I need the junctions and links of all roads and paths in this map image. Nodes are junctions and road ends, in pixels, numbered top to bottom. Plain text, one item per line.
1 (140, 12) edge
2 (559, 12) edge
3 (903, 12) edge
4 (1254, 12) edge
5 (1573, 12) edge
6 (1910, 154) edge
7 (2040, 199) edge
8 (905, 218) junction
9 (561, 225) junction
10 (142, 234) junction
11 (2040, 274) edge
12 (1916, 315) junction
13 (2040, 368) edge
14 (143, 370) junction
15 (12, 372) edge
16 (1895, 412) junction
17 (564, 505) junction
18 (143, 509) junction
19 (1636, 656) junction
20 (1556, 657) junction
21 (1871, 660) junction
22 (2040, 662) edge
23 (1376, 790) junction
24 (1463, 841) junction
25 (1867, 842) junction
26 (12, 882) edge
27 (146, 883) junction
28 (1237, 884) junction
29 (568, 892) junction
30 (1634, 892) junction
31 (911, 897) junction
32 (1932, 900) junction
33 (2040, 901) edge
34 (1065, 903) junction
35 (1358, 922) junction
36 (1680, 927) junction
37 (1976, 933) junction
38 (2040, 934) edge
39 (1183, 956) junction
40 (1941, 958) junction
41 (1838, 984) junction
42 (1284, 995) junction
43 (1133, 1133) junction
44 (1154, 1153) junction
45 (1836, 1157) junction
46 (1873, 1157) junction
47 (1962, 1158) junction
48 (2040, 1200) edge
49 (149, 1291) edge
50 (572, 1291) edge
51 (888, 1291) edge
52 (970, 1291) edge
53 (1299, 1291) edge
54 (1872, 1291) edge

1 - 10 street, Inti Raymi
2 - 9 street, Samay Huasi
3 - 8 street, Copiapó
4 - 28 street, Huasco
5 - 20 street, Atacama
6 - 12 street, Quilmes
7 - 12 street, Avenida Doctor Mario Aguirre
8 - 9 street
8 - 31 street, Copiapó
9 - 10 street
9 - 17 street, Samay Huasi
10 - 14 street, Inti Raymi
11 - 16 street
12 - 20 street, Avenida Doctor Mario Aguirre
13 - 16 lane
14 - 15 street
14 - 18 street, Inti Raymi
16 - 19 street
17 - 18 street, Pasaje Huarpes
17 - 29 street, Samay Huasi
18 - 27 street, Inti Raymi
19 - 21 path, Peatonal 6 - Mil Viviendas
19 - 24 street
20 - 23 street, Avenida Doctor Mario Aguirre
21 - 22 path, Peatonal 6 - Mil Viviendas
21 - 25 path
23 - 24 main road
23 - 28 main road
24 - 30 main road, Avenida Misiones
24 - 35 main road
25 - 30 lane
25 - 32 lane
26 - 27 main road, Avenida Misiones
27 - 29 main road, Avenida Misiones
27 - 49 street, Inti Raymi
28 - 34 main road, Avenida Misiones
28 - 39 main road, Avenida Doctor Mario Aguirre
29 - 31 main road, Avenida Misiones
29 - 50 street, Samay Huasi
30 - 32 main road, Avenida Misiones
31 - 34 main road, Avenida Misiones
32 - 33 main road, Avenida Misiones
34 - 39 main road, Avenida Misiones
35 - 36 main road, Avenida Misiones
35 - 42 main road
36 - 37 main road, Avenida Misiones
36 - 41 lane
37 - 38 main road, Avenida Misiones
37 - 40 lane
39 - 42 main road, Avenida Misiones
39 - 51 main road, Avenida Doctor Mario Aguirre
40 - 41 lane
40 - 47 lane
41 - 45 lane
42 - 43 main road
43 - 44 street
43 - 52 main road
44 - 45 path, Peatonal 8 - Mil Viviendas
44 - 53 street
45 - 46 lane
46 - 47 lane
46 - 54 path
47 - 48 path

::::

Work request
Write out all the material exactly, keeping each word.

Your response
I need the junctions and links of all roads and paths in this map image. Nodes are junctions and road ends, in pixels, numbered top to bottom. Plain text, one item per line.
1 (140, 12) edge
2 (559, 12) edge
3 (903, 12) edge
4 (1254, 12) edge
5 (1573, 12) edge
6 (1910, 154) edge
7 (2040, 199) edge
8 (905, 218) junction
9 (561, 225) junction
10 (142, 234) junction
11 (2040, 274) edge
12 (1916, 315) junction
13 (2040, 368) edge
14 (143, 370) junction
15 (12, 372) edge
16 (1895, 412) junction
17 (564, 505) junction
18 (143, 509) junction
19 (1636, 656) junction
20 (1556, 657) junction
21 (1871, 660) junction
22 (2040, 662) edge
23 (1376, 790) junction
24 (1463, 841) junction
25 (1867, 842) junction
26 (12, 882) edge
27 (146, 883) junction
28 (1237, 884) junction
29 (568, 892) junction
30 (1634, 892) junction
31 (911, 897) junction
32 (1932, 900) junction
33 (2040, 901) edge
34 (1065, 903) junction
35 (1358, 922) junction
36 (1680, 927) junction
37 (1976, 933) junction
38 (2040, 934) edge
39 (1183, 956) junction
40 (1941, 958) junction
41 (1838, 984) junction
42 (1284, 995) junction
43 (1133, 1133) junction
44 (1154, 1153) junction
45 (1836, 1157) junction
46 (1873, 1157) junction
47 (1962, 1158) junction
48 (2040, 1200) edge
49 (149, 1291) edge
50 (572, 1291) edge
51 (888, 1291) edge
52 (970, 1291) edge
53 (1299, 1291) edge
54 (1872, 1291) edge

1 - 10 street, Inti Raymi
2 - 9 street, Samay Huasi
3 - 8 street, Copiapó
4 - 28 street, Huasco
5 - 20 street, Atacama
6 - 12 street, Quilmes
7 - 12 street, Avenida Doctor Mario Aguirre
8 - 9 street
8 - 31 street, Copiapó
9 - 10 street
9 - 17 street, Samay Huasi
10 - 14 street, Inti Raymi
11 - 16 street
12 - 20 street, Avenida Doctor Mario Aguirre
13 - 16 lane
14 - 15 street
14 - 18 street, Inti Raymi
16 - 19 street
17 - 18 street, Pasaje Huarpes
17 - 29 street, Samay Huasi
18 - 27 street, Inti Raymi
19 - 21 path, Peatonal 6 - Mil Viviendas
19 - 24 street
20 - 23 street, Avenida Doctor Mario Aguirre
21 - 22 path, Peatonal 6 - Mil Viviendas
21 - 25 path
23 - 24 main road
23 - 28 main road
24 - 30 main road, Avenida Misiones
24 - 35 main road
25 - 30 lane
25 - 32 lane
26 - 27 main road, Avenida Misiones
27 - 29 main road, Avenida Misiones
27 - 49 street, Inti Raymi
28 - 34 main road, Avenida Misiones
28 - 39 main road, Avenida Doctor Mario Aguirre
29 - 31 main road, Avenida Misiones
29 - 50 street, Samay Huasi
30 - 32 main road, Avenida Misiones
31 - 34 main road, Avenida Misiones
32 - 33 main road, Avenida Misiones
34 - 39 main road, Avenida Misiones
35 - 36 main road, Avenida Misiones
35 - 42 main road
36 - 37 main road, Avenida Misiones
36 - 41 lane
37 - 38 main road, Avenida Misiones
37 - 40 lane
39 - 42 main road, Avenida Misiones
39 - 51 main road, Avenida Doctor Mario Aguirre
40 - 41 lane
40 - 47 lane
41 - 45 lane
42 - 43 main road
43 - 44 street
43 - 52 main road
44 - 45 path, Peatonal 8 - Mil Viviendas
44 - 53 street
45 - 46 lane
46 - 47 lane
46 - 54 path
47 - 48 path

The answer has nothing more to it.